The chorus is involved also in ‘Ach nun ist mein Jesus hin!’, which opens Part Two of the work. Baker sings with typically communicative commitment but I felt that the choir sounded a bit cloudy and were insufficiently incisive. It also seemed to my ears as if there were some imprecisions of tuning.

To Janet Baker falls the aria that lies at the contemplative heart of the St. Matthew Passion. ‘Erbarme dich, mein Gott’ is one of Bach’s most deeply felt creations and not only does he provide a vocal line of tremendous eloquence, he matches it with probably his most sublime instrumental obbligato. It’s beautifully played here by the unnamed leader of the orchestra and Baker rises to the heights of eloquence with an elevated, deeply sincere piece of singing. She displays supreme artistry throughout this aria; not least in the way she delivers the very last bar of the vocal line. This aria constitutes some seven and a half minutes of sublime music-making and the reading of it is alone worth the price of the disc.

The ineffable sadness of ‘Aus Liebe will mein Heiland sterben’ is movingly conveyed, first by the instrumentalists (a solo flute and a pair of oboes da caccia) and then by Ameling after the players have so marvellously set the scene. Also notable is the wondrously withdrawn singing through which Baker imparts a real sense of innigkeit in ‘Ach Golgotha.’

It was a very good idea to end this disc of excerpts with the concluding numbers of the whole work. In ‘Nun ist der Herr zur Ruh gebracht’ there are short recitatives for all four solo singers and we hear cameo contributions from Neil Jenkins and John Barrow. With all due respect to them the interventions of Ameling and Baker are on a different, higher plane of artistic intensity; listen to the two perfect, silvery top Gs in Ameling’s passage. In the last great chorus it’s pleasing to report that the choir is much more convincing than in their previous appearances and they round off the proceedings very well.
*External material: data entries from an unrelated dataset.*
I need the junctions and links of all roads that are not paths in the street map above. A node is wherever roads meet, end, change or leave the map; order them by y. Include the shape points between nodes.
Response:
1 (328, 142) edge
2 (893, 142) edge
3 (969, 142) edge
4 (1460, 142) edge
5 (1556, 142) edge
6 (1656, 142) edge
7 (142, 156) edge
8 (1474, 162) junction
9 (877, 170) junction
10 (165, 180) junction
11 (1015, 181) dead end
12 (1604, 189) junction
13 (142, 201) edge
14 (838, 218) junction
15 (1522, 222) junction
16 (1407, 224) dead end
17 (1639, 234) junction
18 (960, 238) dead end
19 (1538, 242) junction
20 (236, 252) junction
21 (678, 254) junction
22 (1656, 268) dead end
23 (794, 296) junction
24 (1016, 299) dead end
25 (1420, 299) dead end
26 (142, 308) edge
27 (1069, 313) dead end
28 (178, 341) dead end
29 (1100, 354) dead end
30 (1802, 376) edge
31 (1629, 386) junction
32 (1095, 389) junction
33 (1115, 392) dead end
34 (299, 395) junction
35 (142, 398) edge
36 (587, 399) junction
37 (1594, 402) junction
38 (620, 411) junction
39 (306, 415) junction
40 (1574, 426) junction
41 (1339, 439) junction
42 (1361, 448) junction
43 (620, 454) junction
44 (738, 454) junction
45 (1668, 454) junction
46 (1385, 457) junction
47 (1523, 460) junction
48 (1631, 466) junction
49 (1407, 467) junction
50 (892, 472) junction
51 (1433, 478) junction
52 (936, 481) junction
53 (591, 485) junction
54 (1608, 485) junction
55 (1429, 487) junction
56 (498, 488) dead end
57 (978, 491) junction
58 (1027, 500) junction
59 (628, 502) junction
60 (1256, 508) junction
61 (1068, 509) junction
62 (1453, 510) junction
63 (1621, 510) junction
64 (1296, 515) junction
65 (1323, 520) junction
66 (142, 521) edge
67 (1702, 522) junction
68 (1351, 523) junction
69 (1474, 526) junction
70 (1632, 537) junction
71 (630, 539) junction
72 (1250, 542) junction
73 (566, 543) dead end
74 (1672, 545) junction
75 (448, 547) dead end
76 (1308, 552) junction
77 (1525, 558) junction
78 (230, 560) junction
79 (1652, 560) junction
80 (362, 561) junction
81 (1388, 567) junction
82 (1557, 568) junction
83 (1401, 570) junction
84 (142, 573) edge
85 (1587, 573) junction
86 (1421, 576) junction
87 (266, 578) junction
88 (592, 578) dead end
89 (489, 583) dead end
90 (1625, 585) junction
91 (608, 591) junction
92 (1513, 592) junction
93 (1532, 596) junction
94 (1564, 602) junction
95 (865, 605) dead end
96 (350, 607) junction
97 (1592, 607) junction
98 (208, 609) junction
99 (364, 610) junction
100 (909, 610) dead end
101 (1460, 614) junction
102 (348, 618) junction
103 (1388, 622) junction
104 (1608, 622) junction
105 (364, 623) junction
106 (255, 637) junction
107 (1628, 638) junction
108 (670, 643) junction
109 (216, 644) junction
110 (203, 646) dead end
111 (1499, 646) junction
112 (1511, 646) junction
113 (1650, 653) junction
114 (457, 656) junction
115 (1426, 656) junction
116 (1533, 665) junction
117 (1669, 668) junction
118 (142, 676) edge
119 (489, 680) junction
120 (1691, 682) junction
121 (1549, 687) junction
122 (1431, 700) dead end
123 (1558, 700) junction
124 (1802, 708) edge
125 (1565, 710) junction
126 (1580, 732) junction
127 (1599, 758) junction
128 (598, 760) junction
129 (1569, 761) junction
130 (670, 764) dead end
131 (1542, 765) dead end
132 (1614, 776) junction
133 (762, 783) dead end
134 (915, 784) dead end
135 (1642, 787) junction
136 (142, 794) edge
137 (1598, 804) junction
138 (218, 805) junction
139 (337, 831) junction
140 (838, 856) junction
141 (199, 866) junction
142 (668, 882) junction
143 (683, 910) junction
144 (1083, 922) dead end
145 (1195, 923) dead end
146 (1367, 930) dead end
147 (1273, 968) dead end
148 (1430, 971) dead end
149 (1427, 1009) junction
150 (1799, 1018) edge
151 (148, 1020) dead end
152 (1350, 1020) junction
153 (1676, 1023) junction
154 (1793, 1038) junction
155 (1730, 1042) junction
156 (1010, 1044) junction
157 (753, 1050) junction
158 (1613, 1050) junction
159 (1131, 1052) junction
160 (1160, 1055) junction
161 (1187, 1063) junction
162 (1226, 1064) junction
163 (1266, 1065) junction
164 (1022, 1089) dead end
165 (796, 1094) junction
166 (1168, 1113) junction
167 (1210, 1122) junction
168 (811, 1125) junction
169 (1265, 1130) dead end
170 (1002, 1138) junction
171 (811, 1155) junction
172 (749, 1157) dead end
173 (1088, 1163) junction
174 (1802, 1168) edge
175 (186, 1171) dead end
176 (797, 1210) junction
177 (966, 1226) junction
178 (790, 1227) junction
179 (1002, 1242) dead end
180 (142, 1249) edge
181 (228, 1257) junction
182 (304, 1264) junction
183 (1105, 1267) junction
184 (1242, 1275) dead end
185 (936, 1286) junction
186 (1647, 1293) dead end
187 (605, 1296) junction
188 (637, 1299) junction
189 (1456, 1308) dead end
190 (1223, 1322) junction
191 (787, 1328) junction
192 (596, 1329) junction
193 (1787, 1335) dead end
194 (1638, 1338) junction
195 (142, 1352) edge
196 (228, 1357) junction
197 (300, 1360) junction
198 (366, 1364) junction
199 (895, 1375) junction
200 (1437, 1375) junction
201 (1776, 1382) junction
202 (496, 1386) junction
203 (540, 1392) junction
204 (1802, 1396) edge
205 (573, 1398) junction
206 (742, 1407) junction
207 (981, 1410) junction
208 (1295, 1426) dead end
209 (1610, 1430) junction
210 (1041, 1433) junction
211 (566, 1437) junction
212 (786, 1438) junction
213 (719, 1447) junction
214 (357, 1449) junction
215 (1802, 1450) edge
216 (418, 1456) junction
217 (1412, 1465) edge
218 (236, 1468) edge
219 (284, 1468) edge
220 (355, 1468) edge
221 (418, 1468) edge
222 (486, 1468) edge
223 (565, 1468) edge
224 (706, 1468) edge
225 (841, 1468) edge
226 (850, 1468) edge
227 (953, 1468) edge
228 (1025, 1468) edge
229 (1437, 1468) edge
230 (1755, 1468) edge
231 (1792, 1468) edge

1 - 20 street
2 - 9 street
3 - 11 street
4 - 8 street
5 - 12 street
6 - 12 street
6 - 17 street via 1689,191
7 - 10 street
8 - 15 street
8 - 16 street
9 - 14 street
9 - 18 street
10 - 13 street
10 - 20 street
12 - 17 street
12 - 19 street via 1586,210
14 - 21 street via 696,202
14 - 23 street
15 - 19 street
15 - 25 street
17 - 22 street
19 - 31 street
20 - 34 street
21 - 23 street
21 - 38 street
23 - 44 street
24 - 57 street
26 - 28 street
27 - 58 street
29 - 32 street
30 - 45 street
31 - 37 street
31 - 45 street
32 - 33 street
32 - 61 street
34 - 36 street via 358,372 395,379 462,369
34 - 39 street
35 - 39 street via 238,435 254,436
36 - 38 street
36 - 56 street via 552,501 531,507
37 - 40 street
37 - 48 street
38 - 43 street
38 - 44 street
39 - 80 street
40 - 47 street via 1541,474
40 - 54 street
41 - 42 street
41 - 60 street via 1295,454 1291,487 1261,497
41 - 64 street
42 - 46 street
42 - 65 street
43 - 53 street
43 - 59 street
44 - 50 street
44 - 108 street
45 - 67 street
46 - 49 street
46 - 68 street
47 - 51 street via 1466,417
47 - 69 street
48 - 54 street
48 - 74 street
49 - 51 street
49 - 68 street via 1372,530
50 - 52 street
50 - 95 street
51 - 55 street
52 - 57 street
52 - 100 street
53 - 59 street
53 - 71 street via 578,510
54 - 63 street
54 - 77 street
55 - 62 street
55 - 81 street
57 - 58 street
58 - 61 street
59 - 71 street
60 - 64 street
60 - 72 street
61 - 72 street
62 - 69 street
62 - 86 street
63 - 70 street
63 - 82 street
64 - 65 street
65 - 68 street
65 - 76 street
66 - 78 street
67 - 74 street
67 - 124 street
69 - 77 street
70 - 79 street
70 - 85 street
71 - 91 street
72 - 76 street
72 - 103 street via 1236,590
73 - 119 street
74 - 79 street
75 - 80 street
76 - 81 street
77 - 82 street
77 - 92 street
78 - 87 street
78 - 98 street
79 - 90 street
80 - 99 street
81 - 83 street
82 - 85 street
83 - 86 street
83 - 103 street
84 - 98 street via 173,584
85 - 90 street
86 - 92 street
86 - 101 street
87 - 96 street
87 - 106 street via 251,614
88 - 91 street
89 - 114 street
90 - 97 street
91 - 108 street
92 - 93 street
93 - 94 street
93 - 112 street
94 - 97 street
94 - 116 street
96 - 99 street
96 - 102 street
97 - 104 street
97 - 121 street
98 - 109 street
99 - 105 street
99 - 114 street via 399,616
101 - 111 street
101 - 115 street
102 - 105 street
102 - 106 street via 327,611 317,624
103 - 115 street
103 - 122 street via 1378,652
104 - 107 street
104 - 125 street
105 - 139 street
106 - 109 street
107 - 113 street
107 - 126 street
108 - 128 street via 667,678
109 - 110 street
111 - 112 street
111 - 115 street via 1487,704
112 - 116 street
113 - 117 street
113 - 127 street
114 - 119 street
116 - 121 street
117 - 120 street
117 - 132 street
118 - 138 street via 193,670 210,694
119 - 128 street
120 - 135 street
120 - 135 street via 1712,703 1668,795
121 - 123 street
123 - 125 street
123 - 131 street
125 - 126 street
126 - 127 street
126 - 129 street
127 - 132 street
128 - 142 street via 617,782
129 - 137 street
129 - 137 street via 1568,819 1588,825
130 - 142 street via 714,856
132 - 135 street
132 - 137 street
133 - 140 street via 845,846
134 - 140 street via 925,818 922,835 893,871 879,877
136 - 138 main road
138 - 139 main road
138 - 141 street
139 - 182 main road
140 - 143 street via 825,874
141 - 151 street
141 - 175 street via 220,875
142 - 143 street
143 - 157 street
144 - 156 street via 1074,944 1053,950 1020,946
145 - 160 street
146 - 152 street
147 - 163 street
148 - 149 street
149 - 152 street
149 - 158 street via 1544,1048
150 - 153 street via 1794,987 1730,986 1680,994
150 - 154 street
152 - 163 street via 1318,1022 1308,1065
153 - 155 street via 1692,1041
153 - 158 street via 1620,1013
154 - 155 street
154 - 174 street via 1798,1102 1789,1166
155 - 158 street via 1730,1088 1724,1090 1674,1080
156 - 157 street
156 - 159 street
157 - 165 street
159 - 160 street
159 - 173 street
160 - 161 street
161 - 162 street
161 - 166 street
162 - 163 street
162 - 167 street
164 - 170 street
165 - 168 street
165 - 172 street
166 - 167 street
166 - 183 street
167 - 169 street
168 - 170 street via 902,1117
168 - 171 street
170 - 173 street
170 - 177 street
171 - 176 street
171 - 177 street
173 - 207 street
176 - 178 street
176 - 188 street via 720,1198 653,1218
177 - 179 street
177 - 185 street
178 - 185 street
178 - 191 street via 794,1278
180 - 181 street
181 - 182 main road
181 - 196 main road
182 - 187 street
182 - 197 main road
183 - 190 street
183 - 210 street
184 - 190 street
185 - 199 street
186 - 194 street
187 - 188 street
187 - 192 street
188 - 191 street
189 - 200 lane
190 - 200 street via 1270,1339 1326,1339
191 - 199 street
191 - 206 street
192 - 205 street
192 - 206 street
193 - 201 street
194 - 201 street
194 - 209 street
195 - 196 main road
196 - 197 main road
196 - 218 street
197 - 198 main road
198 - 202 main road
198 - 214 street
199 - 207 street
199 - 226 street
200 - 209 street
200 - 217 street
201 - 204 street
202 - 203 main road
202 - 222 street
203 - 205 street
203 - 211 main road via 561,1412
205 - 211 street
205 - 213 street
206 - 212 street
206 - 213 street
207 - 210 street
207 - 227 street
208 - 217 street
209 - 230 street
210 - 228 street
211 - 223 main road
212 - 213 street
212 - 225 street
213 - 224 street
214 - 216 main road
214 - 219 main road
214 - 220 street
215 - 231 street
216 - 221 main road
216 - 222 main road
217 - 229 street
This is a marvellous disc, featuring some wonderful Bach singing from two outstandingly eloquent and perceptive singers. Steinitz supports them splendidly, as does his orchestra. The recorded sound is fine and the only blemish on the enterprise is that BBC Legends continue their perverse policy of failing to provide texts and translations. At least there’s a good booklet note by Alan Blyth.

So a warm welcome back to BBC Legends. This disc will be self-recommending to all admirers of Elly Ameling and Janet Baker and should be equally attractive to all those who simply love excellence in the human voice. Even if you have either or both of them in complete recordings of the work I’d suggest that this live recording is an essential supplement. Recommended with great enthusiasm.